Svetasvatara Upanishad 1

No comment 94 views

Svetasvatara Upanishad Bab 1
Spekulasi tentang Penyebab Pertama

AUM SHRI GANESHAYA NAMAH AUM SHRI GANESHAYA NAMAH

Om poornamadah poonamidam poornaat poornamudachyate
poornasya poornamaadaaya poornamevaa vasishyate 
Om saha navavatu; saha nau bhunaktu;
Saha veeryam karavavahai;
Tejasvi navadheetamastu, ma vidvishaavahai
Om Shantih Shantih Shantih ||

OM Itu penuh; ini penuh. Kepenuhan ini telah diproyeksikan dari kepenuhan itu. Ketika kepenuhan ini menyatu dalam kepenuhan itu, semua yang tersisa adalah kepenuhan.
OM, Bisakah Brahman melindungi kita berdua? Bisakah Brahman memberikan kepada kita buah pengetahuan? Bisakah kita berdua mendapatkan energi untuk memperoleh pengetahuan? Semoga apa yang kita berdua pelajari mengungkapkan Kebenaran? Bolehkah kita menghargai tidak ada niat jahat terhadap satu sama lain?
Om. damai! damai! damai!

Doa Pembukaan

Isi Svetasvatara Upanishad

prathamo'dhyāyaḥ - BAB 1

Harih Oṃ brahmavādino vadanti 
kiṃkāraṇaṃ brahma kutaḥ sma jātā jīvāmaḥ kena kva ca saṃpratiṣṭhāḥ / 
adhiṣṭhitāḥ kena sukhetareṣu vartāmahe brahmavido vyavasthām //1.1//

Dengan mengucapkan Harih Om Rishi mengingat Tuhan dan memulai Uapanishad. Beberapa Brahmavadi berdiskusi di antara mereka sendiri mengenai hal-hal ini: Wahai Para Veda, yang adalah Brahman - akar penyebab dunia ini. Dari apa kita dilahirkan? Karena apa yang kita jalani? Dalam hal apa kita taat? Di bawah perintah siapa kita melewati rasa sakit dan kesenangan? Di bawah aturan main apa kita diatur?

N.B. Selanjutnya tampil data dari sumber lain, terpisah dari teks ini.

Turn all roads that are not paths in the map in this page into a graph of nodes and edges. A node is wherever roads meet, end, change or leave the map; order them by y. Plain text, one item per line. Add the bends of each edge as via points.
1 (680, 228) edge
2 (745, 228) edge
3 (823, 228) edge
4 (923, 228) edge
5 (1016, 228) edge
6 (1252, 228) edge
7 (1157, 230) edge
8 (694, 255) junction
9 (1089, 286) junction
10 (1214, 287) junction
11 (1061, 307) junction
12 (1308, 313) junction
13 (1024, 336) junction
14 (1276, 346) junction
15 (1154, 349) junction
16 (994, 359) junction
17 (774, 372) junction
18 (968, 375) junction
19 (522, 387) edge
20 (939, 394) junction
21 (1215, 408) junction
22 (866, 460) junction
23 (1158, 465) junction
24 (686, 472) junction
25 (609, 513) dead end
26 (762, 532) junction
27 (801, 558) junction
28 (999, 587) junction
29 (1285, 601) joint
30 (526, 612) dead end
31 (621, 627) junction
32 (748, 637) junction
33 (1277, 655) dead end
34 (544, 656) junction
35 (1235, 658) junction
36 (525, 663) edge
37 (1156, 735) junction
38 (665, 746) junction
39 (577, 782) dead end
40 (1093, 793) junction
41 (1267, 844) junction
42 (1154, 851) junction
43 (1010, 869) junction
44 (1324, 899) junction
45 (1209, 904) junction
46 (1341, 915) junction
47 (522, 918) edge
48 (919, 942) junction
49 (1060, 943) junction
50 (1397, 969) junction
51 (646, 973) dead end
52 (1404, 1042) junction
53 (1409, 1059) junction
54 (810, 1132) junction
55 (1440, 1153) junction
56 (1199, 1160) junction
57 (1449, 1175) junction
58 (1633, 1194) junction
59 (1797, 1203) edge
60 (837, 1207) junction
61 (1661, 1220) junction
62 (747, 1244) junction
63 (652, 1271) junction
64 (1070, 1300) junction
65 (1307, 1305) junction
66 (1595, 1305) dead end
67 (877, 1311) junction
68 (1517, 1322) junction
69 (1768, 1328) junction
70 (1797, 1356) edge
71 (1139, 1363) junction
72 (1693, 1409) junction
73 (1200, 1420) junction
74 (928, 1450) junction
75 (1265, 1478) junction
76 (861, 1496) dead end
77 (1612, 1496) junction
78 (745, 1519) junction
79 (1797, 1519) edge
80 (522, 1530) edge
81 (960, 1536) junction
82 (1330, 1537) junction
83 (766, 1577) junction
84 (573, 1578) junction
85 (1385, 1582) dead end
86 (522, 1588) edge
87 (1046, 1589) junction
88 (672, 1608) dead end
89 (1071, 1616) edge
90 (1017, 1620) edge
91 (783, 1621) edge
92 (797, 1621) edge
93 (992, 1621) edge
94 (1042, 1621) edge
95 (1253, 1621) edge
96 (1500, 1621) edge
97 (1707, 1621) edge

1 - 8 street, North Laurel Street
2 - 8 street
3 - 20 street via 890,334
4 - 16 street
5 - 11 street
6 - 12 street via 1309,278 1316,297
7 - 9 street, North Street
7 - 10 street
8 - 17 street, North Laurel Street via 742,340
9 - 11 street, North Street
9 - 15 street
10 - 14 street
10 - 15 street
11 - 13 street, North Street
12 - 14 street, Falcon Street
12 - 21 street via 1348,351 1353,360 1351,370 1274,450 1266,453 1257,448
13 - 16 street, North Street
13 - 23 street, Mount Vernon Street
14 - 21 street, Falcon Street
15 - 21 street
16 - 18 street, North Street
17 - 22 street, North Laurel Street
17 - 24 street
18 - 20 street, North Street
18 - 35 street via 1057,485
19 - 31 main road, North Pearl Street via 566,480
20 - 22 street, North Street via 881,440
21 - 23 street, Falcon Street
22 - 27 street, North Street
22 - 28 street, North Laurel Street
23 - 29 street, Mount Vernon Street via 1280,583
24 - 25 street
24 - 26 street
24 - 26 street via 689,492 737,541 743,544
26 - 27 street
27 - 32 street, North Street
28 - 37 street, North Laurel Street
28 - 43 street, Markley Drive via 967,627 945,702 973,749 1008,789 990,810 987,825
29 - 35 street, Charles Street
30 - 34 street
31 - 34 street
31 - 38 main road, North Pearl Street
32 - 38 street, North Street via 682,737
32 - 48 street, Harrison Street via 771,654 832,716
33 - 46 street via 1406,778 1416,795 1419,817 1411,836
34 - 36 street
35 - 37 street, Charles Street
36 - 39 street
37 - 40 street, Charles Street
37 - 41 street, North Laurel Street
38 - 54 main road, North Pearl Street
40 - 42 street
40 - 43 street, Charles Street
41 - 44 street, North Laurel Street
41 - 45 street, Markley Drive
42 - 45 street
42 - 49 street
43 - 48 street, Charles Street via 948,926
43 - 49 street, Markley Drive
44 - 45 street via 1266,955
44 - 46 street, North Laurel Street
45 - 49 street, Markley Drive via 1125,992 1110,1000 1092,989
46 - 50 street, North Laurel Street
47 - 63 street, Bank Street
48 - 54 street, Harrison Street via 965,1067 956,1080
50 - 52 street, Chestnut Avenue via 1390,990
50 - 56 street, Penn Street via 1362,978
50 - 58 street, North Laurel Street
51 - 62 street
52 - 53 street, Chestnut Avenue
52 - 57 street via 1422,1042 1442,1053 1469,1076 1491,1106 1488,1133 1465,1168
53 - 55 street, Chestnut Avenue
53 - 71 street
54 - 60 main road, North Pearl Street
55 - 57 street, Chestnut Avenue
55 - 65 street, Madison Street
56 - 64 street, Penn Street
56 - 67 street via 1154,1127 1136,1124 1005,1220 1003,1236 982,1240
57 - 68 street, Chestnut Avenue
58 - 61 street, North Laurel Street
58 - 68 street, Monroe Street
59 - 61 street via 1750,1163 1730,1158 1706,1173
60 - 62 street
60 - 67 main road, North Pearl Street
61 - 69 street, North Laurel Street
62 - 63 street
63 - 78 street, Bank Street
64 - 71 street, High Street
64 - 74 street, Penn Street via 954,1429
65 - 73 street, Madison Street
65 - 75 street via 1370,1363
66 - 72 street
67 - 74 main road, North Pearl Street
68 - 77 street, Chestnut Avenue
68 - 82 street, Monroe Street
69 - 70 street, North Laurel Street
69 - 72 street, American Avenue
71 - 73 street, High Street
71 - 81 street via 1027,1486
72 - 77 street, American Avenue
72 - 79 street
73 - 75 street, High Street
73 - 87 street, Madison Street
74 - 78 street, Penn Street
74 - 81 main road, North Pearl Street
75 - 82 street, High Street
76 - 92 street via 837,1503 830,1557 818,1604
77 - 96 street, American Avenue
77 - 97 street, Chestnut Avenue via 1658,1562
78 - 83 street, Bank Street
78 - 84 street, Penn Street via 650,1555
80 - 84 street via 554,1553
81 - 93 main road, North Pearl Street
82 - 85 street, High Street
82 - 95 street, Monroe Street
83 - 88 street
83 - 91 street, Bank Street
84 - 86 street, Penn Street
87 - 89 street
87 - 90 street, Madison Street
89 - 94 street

Svetasvatara Upanishad 1.1

kālaḥ svabhāvo niyatir yadṛcchā bhūtāni yoniḥ puruṣeti cintyam / 
saṃyoga eṣāṃ na tv ātmabhāvād ātmā hy anīśaḥ sukhaduḥkhahetoḥ // 1.2 //

Haruskah waktu, atau sifat, atau kebutuhan, atau kesempatan, atau unsur-unsur dianggap sebagai penyebabnya? Atau dia yang disebut purusha, diri yang hidup? Penyebabnya tidak mungkin kombinasi dari entitas-entitas ini, karena ada diri yang hidup, Atman, yang karenanya kombinasi telah dibuat. Namun, Atman juga bukan penyebabnya, karena pada gilirannya, itu bergantung pada kebaikan dan kejahatan.